• PROVIDED MATERIAL
= = = = =
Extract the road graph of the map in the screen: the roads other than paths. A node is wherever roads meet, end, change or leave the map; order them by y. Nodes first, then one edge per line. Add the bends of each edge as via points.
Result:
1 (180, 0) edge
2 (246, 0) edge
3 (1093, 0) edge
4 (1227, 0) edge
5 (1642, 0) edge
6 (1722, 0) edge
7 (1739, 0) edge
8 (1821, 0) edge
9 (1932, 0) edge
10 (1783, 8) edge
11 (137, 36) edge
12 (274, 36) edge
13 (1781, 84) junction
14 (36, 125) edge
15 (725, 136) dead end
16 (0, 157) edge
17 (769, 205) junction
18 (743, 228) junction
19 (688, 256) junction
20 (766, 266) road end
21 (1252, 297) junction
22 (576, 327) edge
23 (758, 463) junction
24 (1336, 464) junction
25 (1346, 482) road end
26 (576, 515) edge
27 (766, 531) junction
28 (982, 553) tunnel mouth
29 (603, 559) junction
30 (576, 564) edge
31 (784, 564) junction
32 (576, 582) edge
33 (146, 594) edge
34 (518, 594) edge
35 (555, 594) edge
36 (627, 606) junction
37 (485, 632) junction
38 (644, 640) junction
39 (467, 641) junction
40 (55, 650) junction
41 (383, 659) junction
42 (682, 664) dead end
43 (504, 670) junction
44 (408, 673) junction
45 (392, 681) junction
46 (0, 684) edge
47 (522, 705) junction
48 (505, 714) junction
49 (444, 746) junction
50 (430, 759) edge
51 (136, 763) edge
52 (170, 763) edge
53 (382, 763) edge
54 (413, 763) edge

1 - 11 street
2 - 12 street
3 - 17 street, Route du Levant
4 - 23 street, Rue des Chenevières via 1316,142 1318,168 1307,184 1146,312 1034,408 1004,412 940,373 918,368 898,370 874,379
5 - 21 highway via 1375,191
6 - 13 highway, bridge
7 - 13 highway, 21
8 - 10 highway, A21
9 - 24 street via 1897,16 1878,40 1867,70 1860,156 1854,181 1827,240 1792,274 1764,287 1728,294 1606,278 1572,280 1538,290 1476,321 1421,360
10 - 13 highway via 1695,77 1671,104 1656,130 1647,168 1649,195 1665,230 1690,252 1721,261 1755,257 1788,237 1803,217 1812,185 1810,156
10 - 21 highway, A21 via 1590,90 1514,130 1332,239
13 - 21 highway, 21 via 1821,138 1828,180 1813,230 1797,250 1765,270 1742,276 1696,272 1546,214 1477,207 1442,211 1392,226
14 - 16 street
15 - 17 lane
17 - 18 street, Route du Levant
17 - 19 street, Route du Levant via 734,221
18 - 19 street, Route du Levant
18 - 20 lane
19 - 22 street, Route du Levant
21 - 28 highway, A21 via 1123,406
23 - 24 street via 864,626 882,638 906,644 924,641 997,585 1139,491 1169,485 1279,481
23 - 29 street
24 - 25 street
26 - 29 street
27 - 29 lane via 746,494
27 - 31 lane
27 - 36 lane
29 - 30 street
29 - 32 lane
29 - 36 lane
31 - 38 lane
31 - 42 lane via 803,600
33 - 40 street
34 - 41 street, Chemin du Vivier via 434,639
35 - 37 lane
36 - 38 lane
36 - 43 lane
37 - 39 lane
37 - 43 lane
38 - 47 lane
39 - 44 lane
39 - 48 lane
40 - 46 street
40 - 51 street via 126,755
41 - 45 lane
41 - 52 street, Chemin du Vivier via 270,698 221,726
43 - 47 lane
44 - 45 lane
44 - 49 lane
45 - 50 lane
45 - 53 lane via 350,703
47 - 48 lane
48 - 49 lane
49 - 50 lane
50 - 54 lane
= = = = =
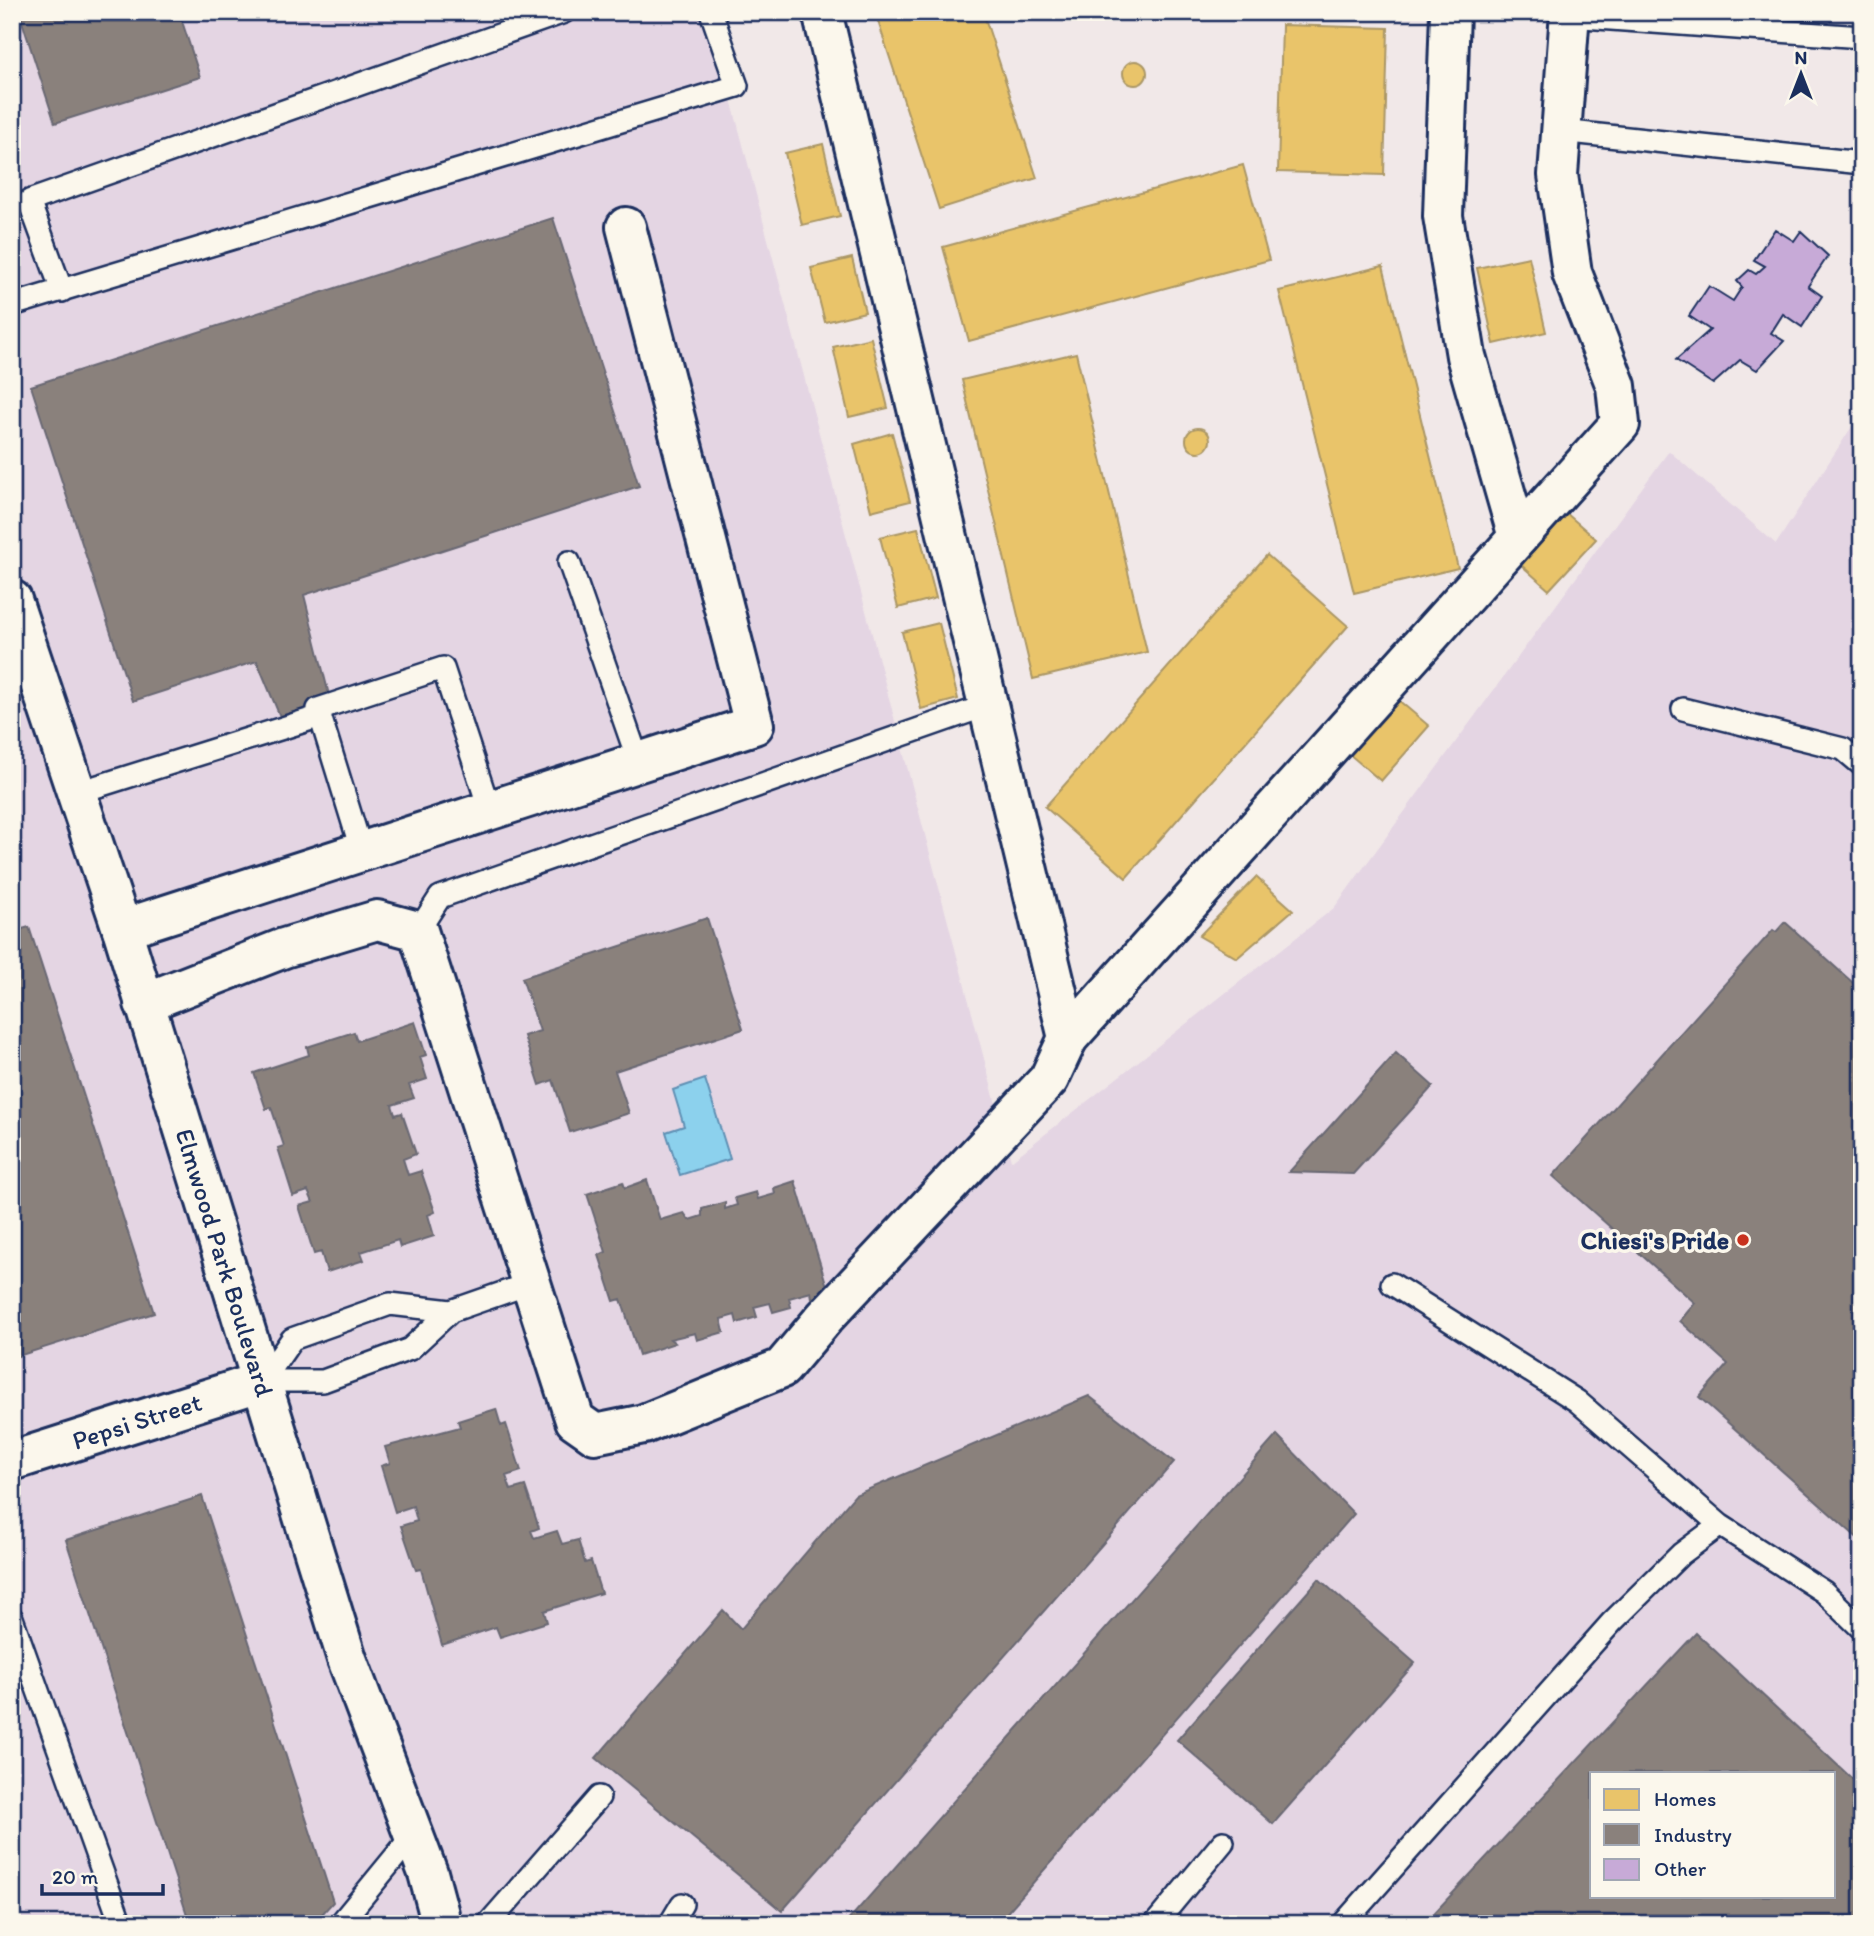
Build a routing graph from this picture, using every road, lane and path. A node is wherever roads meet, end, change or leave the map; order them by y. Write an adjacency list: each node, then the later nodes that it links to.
= = = = =
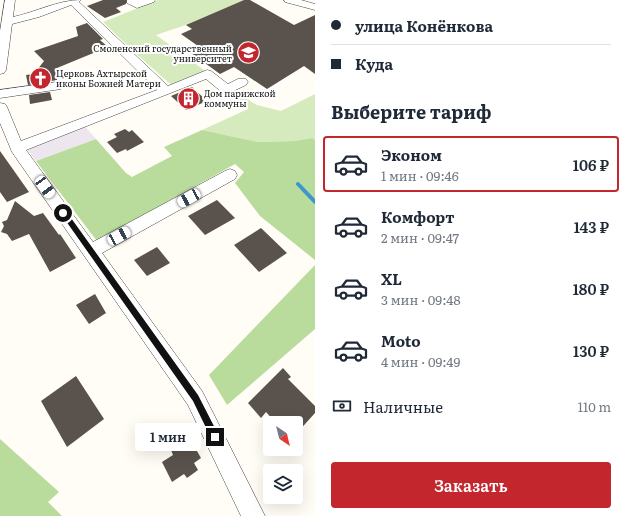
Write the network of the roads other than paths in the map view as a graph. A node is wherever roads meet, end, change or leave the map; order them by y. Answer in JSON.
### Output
= = = = =
• THE PROBLEM
Respond with one number, namely the count of lines in the entries above that hold the word "then".

• ANSWER TO THIS EXERCISE
2